(Dataset items)
Start of Block

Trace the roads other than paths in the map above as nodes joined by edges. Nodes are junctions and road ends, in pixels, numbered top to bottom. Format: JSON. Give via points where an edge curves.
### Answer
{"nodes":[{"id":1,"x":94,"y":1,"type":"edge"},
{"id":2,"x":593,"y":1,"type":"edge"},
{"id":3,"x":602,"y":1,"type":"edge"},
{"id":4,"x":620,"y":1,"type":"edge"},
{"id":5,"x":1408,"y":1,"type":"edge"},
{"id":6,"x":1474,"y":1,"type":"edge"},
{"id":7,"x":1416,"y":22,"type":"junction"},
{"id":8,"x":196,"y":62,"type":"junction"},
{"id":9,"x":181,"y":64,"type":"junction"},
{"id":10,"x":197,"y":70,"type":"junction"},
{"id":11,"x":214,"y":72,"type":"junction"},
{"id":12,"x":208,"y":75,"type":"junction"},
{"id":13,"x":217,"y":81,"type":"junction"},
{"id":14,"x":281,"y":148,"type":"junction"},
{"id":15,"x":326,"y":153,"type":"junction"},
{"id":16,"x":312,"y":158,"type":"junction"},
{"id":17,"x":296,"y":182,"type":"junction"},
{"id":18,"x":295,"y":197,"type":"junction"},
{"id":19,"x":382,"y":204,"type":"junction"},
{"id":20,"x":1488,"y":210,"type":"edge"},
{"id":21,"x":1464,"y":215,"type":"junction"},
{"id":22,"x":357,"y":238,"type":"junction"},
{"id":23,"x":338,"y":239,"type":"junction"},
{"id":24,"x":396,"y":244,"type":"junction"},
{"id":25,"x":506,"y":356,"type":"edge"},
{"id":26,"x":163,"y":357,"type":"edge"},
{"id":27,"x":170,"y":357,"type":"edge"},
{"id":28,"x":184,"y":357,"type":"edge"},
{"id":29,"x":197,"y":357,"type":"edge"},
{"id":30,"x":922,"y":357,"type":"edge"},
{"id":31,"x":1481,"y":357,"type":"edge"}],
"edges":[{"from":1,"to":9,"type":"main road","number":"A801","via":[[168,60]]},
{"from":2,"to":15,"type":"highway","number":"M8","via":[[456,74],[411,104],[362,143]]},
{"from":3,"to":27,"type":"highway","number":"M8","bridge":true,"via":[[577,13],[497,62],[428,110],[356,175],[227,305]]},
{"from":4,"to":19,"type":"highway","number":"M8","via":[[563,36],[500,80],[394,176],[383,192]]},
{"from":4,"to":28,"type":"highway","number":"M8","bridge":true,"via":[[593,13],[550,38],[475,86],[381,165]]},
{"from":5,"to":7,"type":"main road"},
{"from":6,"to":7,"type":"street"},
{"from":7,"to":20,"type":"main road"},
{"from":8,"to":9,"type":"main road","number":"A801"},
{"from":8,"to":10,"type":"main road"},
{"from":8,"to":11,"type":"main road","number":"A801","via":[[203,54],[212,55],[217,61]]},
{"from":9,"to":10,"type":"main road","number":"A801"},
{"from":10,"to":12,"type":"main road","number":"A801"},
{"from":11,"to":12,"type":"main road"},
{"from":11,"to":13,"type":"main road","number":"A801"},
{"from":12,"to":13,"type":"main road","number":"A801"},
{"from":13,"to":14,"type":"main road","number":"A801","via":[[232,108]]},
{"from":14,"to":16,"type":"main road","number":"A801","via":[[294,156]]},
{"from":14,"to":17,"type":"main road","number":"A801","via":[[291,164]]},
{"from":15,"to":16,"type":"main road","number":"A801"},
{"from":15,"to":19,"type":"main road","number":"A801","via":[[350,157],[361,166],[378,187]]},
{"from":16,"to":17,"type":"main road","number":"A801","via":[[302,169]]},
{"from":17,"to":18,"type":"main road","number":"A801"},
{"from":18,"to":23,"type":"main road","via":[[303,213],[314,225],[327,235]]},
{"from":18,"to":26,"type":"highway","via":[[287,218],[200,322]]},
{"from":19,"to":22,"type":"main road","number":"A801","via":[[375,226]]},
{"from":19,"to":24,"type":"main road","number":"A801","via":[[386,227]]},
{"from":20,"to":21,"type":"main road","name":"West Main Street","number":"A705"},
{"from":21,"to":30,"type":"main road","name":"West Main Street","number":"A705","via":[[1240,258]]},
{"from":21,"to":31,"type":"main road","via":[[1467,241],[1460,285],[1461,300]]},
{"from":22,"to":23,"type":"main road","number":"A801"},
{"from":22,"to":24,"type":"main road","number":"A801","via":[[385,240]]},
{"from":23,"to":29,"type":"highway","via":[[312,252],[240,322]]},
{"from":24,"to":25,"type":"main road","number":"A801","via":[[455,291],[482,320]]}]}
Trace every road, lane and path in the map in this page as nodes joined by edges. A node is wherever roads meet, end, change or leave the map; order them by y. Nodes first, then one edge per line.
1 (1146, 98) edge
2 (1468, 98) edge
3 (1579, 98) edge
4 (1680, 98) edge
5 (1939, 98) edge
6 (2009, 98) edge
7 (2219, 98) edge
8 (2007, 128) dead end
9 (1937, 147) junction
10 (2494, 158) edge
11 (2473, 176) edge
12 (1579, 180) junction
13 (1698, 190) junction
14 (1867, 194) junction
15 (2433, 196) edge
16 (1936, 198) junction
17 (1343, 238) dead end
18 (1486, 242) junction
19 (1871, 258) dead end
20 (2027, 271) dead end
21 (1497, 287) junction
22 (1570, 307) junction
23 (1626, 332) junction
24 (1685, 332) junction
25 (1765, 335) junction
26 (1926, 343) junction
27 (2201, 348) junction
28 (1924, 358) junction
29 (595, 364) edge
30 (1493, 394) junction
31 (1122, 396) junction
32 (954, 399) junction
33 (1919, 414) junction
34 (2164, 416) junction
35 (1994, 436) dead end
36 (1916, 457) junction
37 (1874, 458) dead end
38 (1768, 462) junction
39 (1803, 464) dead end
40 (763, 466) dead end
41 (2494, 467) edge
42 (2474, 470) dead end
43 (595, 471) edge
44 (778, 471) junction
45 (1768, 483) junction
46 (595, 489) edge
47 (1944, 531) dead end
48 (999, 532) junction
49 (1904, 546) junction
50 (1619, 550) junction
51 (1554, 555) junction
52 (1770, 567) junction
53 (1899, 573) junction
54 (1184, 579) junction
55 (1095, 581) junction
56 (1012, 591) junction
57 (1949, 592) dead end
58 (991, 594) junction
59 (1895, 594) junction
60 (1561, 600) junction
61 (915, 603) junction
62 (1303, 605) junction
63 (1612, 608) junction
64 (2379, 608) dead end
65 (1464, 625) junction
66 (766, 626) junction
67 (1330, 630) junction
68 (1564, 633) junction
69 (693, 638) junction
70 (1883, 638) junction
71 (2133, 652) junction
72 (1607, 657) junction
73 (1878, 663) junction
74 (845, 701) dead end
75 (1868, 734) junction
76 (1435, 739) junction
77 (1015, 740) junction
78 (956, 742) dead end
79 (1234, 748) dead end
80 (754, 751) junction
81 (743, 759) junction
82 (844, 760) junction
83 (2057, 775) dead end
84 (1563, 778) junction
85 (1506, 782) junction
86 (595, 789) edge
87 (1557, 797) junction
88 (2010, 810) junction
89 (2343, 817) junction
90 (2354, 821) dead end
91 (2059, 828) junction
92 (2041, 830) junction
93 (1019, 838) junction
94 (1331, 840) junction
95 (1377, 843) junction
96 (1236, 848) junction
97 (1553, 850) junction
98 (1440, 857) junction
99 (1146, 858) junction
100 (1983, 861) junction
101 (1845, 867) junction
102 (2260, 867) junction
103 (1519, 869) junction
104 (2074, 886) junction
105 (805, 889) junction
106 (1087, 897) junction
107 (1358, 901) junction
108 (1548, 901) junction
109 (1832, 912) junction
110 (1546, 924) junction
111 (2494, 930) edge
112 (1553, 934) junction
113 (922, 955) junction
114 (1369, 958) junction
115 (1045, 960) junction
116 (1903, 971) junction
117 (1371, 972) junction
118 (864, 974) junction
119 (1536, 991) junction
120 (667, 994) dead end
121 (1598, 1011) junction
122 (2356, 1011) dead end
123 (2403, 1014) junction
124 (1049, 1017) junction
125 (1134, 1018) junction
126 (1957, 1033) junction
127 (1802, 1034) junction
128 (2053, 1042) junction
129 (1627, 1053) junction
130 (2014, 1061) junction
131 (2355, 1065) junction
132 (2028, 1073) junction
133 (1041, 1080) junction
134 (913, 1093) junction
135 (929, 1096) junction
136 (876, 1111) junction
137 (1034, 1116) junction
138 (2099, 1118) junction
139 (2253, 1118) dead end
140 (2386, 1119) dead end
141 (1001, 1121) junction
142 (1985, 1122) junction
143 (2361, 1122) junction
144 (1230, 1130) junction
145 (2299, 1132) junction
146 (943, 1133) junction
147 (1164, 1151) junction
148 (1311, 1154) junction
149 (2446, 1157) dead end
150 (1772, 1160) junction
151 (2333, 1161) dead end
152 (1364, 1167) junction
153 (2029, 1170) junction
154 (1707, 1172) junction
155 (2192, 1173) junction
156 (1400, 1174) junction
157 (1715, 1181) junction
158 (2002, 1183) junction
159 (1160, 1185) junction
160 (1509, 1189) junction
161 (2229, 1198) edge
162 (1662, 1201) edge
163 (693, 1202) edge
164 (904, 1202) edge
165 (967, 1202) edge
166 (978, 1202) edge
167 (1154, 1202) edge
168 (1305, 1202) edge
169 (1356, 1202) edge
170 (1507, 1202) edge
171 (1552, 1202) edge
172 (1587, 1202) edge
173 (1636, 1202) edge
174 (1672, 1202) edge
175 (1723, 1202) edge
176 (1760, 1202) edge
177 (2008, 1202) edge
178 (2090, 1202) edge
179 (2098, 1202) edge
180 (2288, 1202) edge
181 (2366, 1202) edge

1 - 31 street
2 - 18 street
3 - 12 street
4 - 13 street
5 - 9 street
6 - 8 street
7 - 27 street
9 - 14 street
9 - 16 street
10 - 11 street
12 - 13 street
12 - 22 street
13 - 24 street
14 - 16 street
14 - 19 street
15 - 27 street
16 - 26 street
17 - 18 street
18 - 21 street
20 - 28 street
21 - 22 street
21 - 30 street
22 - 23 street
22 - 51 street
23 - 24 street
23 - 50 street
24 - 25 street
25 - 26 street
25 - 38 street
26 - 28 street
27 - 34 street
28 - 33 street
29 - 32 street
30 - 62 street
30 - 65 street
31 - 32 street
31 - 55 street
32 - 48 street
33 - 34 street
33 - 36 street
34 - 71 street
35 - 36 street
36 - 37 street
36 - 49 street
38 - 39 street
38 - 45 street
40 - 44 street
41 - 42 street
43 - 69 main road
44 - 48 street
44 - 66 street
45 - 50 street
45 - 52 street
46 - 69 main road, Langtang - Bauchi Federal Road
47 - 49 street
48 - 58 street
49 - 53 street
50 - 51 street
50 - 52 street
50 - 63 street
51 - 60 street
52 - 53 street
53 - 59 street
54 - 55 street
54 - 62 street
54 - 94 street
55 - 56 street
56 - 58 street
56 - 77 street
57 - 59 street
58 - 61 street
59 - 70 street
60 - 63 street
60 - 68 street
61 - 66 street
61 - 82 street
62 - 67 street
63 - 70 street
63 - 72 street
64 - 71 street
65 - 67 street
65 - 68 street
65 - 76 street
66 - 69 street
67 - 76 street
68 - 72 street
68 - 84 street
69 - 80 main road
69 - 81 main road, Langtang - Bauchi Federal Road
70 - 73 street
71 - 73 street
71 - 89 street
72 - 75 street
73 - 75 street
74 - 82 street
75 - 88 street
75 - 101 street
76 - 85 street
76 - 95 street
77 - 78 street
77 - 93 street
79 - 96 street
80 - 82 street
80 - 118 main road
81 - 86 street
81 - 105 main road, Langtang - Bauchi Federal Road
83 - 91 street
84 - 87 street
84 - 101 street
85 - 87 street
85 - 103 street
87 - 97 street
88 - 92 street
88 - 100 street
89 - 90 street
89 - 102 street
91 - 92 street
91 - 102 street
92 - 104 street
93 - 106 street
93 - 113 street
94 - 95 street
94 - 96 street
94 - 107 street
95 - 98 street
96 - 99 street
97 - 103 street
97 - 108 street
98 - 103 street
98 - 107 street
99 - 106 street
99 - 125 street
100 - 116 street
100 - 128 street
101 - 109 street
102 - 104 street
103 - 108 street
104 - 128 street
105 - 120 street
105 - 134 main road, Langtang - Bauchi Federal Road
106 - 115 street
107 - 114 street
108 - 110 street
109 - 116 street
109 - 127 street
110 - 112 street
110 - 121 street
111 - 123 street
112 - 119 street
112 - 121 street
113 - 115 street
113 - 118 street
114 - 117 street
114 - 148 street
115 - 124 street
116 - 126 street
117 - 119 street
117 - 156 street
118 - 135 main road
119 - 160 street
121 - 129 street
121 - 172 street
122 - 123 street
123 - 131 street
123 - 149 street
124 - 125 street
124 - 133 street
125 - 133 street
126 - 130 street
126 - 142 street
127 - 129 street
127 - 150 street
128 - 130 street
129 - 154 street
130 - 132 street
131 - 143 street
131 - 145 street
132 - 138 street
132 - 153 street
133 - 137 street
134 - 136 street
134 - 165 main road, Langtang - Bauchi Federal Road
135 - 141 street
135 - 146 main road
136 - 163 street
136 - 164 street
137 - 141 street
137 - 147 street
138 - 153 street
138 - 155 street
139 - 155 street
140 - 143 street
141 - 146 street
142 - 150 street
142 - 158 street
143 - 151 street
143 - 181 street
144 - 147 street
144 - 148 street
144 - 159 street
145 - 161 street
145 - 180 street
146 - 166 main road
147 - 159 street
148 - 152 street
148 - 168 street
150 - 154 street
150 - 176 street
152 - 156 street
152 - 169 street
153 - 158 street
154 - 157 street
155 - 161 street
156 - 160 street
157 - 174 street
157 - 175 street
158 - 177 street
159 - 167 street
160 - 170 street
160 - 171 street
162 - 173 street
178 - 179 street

End of Block

### About this task:
Only the lines above that hold "West" are wanted. Show every one of them.

### Written solution:
{"from":20,"to":21,"type":"main road","name":"West Main Street","number":"A705"},
{"from":21,"to":30,"type":"main road","name":"West Main Street","number":"A705","via":[[1240,258]]},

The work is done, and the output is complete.